- **WORK ITEM**
Whenever the string "JSON" turns up in a line of the data below, copy that line.

- **DATASET ENTRIES**
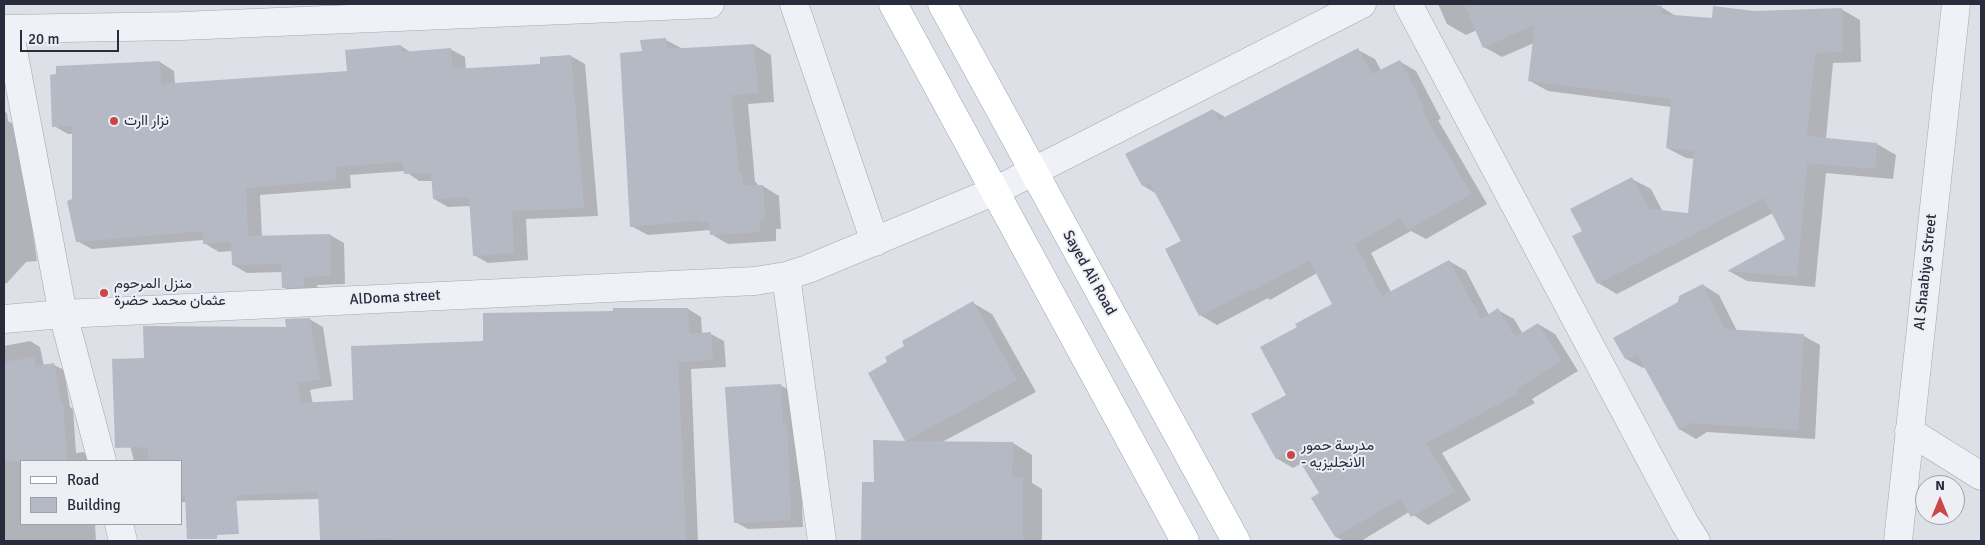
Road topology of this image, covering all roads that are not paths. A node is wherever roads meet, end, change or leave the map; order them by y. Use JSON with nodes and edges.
{"nodes":[{"id":1,"x":167,"y":4,"type":"edge"},
{"id":2,"x":710,"y":4,"type":"edge"},
{"id":3,"x":794,"y":4,"type":"edge"},
{"id":4,"x":893,"y":4,"type":"edge"},
{"id":5,"x":942,"y":4,"type":"edge"},
{"id":6,"x":1362,"y":4,"type":"edge"},
{"id":7,"x":1408,"y":4,"type":"edge"},
{"id":8,"x":1956,"y":4,"type":"edge"},
{"id":9,"x":181,"y":26,"type":"junction"},
{"id":10,"x":6,"y":29,"type":"edge"},
{"id":11,"x":1032,"y":171,"type":"junction"},
{"id":12,"x":995,"y":191,"type":"junction"},
{"id":13,"x":875,"y":242,"type":"junction"},
{"id":14,"x":786,"y":276,"type":"junction"},
{"id":15,"x":64,"y":314,"type":"junction"},
{"id":16,"x":4,"y":319,"type":"edge"},
{"id":17,"x":1909,"y":431,"type":"junction"},
{"id":18,"x":102,"y":460,"type":"edge"},
{"id":19,"x":1981,"y":476,"type":"edge"},
{"id":20,"x":119,"y":525,"type":"edge"},
{"id":21,"x":1231,"y":539,"type":"edge"},
{"id":22,"x":123,"y":541,"type":"edge"},
{"id":23,"x":822,"y":541,"type":"edge"},
{"id":24,"x":1185,"y":541,"type":"edge"},
{"id":25,"x":1696,"y":541,"type":"edge"},
{"id":26,"x":1898,"y":541,"type":"edge"}],
"edges":[{"from":1,"to":9,"type":"street"},
{"from":2,"to":9,"type":"street"},
{"from":3,"to":13,"type":"street"},
{"from":4,"to":12,"type":"main road"},
{"from":5,"to":11,"type":"main road","name":"Sayed Ali Road"},
{"from":6,"to":11,"type":"street","name":"AlDoma street"},
{"from":7,"to":25,"type":"street"},
{"from":8,"to":17,"type":"street","name":"Al Shaabiya Street"},
{"from":9,"to":10,"type":"street"},
{"from":10,"to":15,"type":"street"},
{"from":11,"to":12,"type":"street","name":"AlDoma street"},
{"from":11,"to":21,"type":"main road","name":"Sayed Ali Road"},
{"from":12,"to":13,"type":"street","name":"AlDoma street"},
{"from":12,"to":24,"type":"main road"},
{"from":13,"to":14,"type":"street","name":"AlDoma street"},
{"from":14,"to":15,"type":"street","name":"AlDoma street"},
{"from":14,"to":23,"type":"street"},
{"from":15,"to":16,"type":"street","name":"AlDoma street"},
{"from":15,"to":18,"type":"street"},
{"from":17,"to":19,"type":"street"},
{"from":17,"to":26,"type":"street","name":"Al Shaabiya Street"},
{"from":20,"to":22,"type":"street"}]}
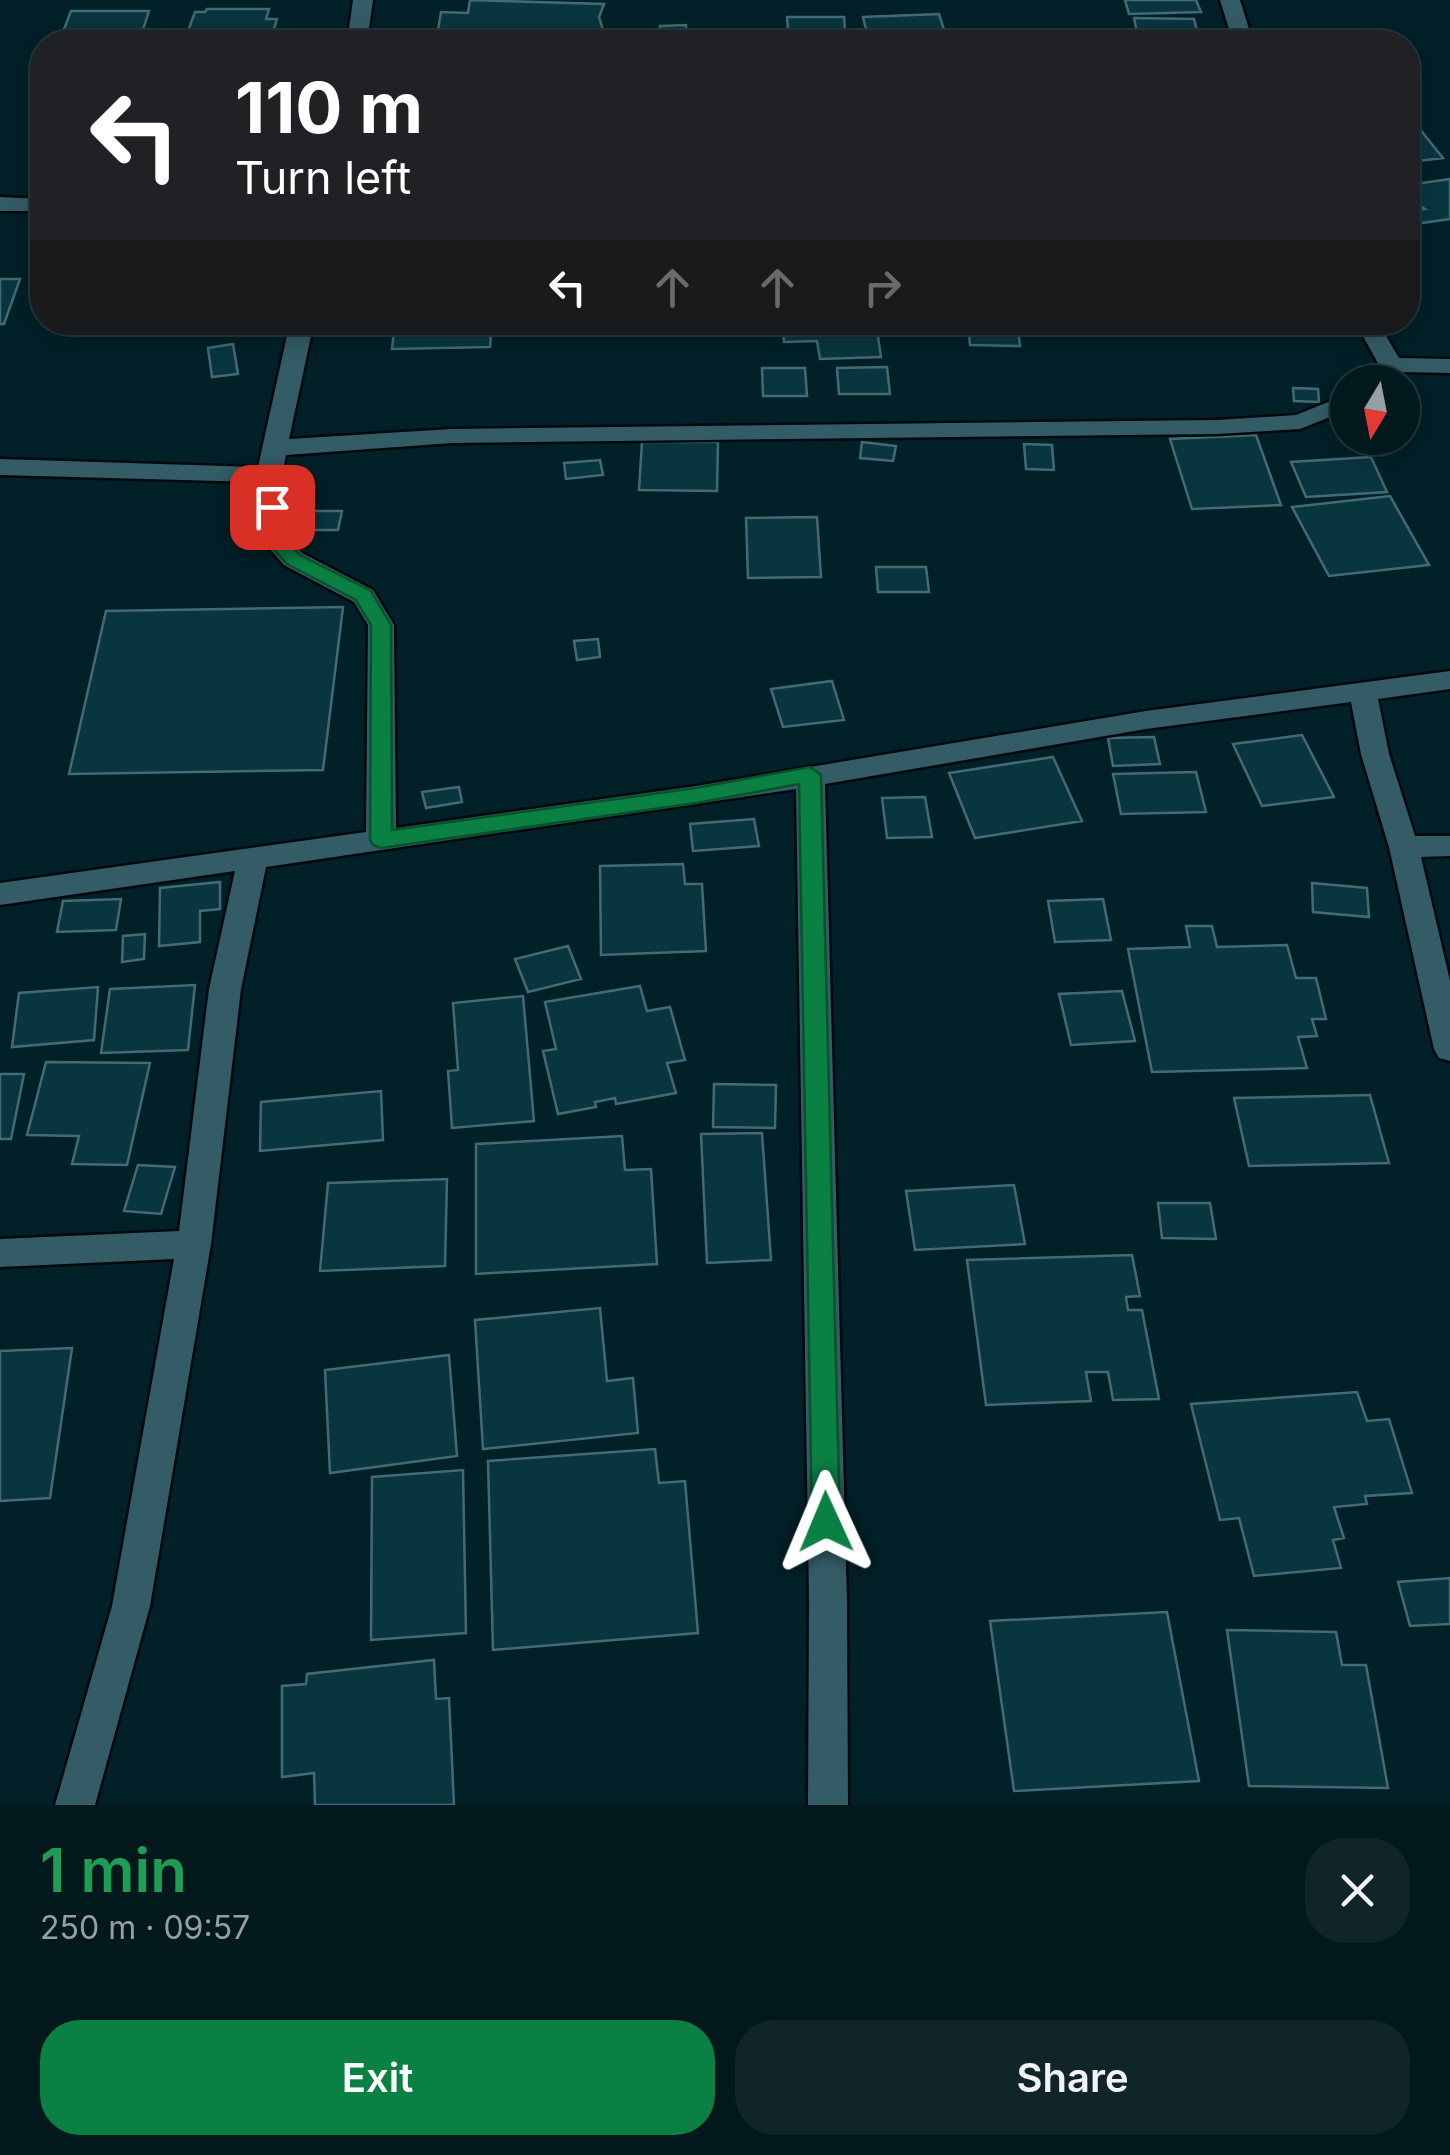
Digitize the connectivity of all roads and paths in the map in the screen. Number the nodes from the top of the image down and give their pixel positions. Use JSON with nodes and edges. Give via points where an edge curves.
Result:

- **FINAL ANSWER**
Road topology of this image, covering all roads that are not paths. A node is wherever roads meet, end, change or leave the map; order them by y. Use JSON with nodes and edges.
Digitize the connectivity of all roads and paths in the map in the screen. Number the nodes from the top of the image down and give their pixel positions. Use JSON with nodes and edges. Give via points where an edge curves.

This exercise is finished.